Shining Force Cross Exlesia


Shifting focus to an older game this week, the Shining Force series has been around in Arcades over in Japan for quite some time, even though this release is over 4 years old and is it self an update to an Arcade game released in 2009. Which is terms of Japanese arcade games is ancient, with very few having the staying power to still exist after that amount of time.


The first thing to notice about Shining Force is the general cheapness of the game itself. As the typical 100 yen coin here counts as double, and with just 300 yen you can play for well over an hour, which is a bargain by any standard.

To get into more detail about the game itself though, its first and foremost an Action RPG, similar in style to Phantasy Star Online or Monster Hunter, and features online coop for quests as well as various events that the game features over time.
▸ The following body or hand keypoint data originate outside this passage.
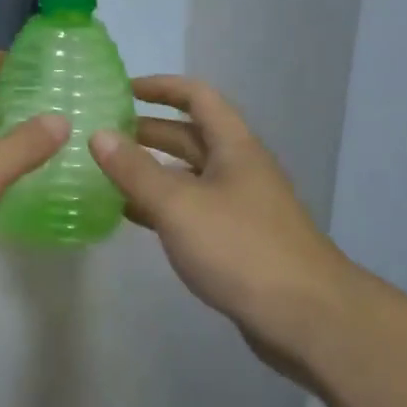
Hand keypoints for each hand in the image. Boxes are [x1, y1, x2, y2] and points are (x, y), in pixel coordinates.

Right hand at [90, 76, 354, 386]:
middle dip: (148, 131)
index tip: (121, 90)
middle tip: (103, 134)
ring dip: (150, 170)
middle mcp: (238, 169)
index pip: (197, 97)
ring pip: (188, 175)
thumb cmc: (241, 248)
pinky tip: (130, 215)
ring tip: (106, 173)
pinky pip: (191, 209)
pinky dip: (160, 206)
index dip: (161, 87)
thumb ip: (135, 170)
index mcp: (234, 147)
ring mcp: (239, 206)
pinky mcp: (236, 241)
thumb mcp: (179, 205)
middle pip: (190, 136)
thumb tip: (98, 134)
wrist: (308, 319)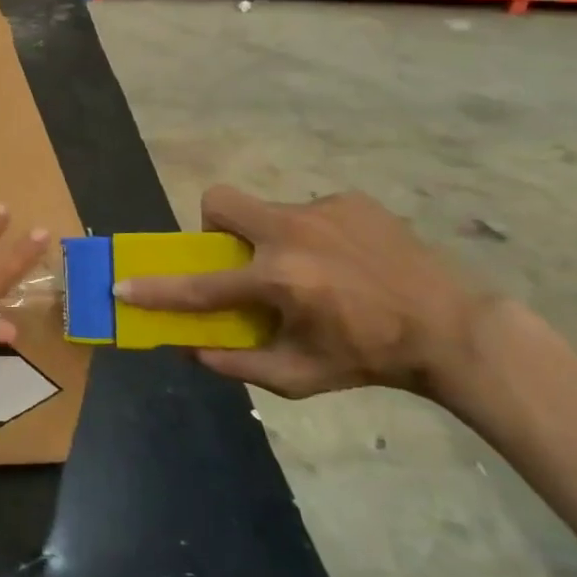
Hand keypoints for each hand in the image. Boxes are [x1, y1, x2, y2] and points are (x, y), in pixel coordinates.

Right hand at [115, 185, 490, 399]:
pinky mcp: (350, 200)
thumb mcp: (300, 377)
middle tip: (239, 258)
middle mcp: (292, 234)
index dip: (156, 289)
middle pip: (220, 202)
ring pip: (266, 209)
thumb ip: (238, 364)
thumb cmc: (370, 358)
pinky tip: (344, 261)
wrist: (453, 328)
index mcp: (279, 280)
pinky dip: (311, 235)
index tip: (122, 284)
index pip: (201, 285)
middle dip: (213, 226)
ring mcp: (322, 210)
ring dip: (271, 238)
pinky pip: (308, 212)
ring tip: (311, 269)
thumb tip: (192, 349)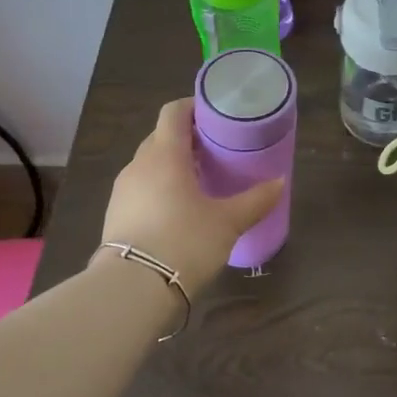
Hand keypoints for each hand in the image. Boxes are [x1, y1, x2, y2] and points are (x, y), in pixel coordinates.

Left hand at [99, 98, 282, 293]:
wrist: (132, 289)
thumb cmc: (184, 241)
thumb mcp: (228, 222)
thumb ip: (256, 200)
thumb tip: (280, 182)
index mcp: (165, 154)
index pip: (173, 112)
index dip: (194, 108)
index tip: (217, 116)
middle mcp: (139, 165)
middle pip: (161, 137)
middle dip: (187, 139)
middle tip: (216, 150)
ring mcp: (122, 191)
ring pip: (150, 165)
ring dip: (172, 165)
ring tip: (200, 181)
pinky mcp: (115, 215)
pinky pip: (141, 189)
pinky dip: (160, 188)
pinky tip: (179, 210)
Though being as old as it is it can be difficult to find machines in the various arcades, both Sega Gigo and Club Sega Akihabara Shinkan offer several within Akihabara itself.
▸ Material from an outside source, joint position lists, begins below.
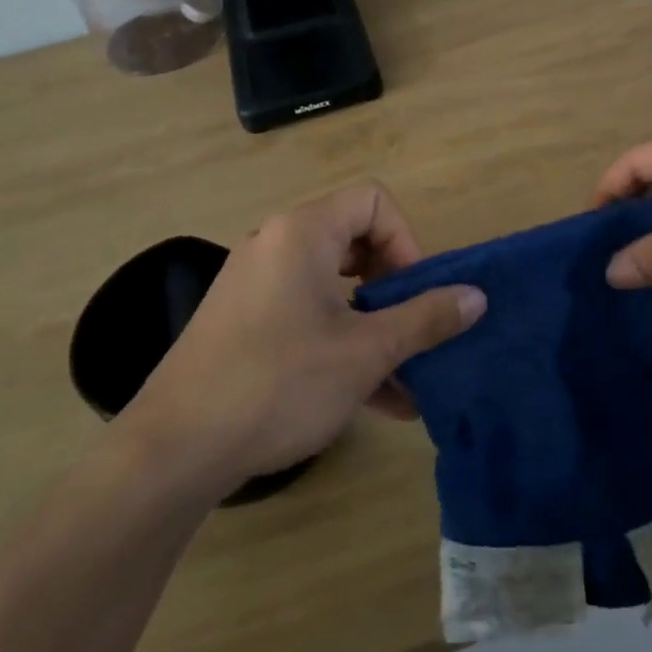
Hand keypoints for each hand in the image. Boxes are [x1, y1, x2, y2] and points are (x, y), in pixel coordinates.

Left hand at [122, 184, 485, 490]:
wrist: (174, 450)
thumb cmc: (280, 383)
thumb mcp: (366, 352)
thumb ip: (426, 318)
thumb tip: (477, 296)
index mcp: (303, 233)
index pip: (373, 202)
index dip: (406, 241)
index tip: (416, 294)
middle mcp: (275, 245)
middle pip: (355, 241)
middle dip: (394, 289)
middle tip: (410, 331)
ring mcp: (254, 285)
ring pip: (333, 288)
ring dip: (374, 327)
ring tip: (405, 381)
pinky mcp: (243, 322)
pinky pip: (306, 315)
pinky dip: (340, 343)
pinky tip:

Using an IC card system that predates either Aime or Banapass to save character data, when a new player first starts they are taken to the character creation screen and given the choice of 5 different races with different stats, they are pretty standard choices such as Humans and Elves and even the demons who are just named “Dark Race”.. maybe there’s an in-world explanation for it in the Shining Force series… or they just thought that it sounded cool.


After settling on a character and class for them, both of which can be changed at any time, from the menu, your given the option to pay for GP which is essentially the points you have to spend to go on quests and participate in events and those familiar with other Sega titles such as Kantai Collection or Code of Joker will be more than at home with how the gp system works, but in simple it slowly counts down while your browsing the menus and then you spend a large chunk to go on a quest or mission. In this case about 300 for a quest which can last up to 10 minutes. and for 300 yen you can buy more than 2500 gp allowing for a very long play session.
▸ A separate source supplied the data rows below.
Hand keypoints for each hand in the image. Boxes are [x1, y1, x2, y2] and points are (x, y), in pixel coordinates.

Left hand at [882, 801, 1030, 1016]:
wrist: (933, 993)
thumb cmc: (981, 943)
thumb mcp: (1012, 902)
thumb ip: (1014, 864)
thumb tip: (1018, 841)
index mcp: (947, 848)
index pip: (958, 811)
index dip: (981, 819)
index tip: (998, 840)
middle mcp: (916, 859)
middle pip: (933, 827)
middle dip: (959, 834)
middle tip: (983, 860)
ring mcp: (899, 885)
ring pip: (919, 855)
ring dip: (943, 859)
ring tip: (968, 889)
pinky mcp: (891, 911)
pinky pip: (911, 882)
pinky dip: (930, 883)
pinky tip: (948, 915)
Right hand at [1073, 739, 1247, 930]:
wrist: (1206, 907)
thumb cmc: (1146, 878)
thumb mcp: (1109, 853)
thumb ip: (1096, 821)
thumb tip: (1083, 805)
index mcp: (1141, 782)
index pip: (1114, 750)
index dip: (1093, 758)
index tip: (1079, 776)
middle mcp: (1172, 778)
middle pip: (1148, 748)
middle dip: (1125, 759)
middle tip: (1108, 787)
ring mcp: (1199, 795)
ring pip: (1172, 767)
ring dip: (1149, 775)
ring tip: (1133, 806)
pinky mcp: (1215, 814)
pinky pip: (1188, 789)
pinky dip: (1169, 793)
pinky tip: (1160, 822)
The game does strongly recommend that new players go into the tutorial at the start, and its well worth it as it does a good job explaining how the command system works. as it uses a hybrid between a Joystick and 5 button layout as well as a touch screen. When entering the game it does show its age graphically as it looks about something you would see on a Playstation 2, but it does play very quick and fluidly which is what matters most.


There are quite a few commands available for use from the limited amount of buttons, as different combinations enact differing attacks. For basics there’s a Jump button, an attack, a force button, which sadly is just a stronger attack and no Jedi powers, and a camera button. The largest button is the item use and skill use button which is controlled via the touch screen.   By using buttons together you can do things just as a dodge roll, a dashing attack and various other attacks that the game does a solid job of introducing.


The quests themselves offer some fairly high paced dungeon crawling and multiple pathways which can lead into enemy trap rooms such as the one pictured above… they are usually easy to spot with the large blue altars that inhabit them. By moving through and clearing there’s rooms in the dungeon various chests and items can drop and offer gear and restorative items as their prizes.


After completing a quest your taken to the customization screen where you can view the loot that you acquired as well as skill settings, all of which can be changed to the players liking or to suit the situation that calls for it. The equipment menu is pretty self explanatory and functions through drag and drop as well as it will show you stat previews beforehand as well, though the amount of time you have to spend in here is limited, and you should watch your time. Although you do get the opportunity to change your load-out when you start a quest as well.


While I didn’t have the opportunity to try the game out where I think it would really shine in co op multiplayer quests, the general game play still holds up very well even if graphically its a bit dated. It is interesting to see though what is probably a precursor to the standard Aime Touch Screen cabinet that most of the popular Sega titles use these days and just how far they have come. If something along these lines could have been made 7 years ago, I wonder how a modern version would fare.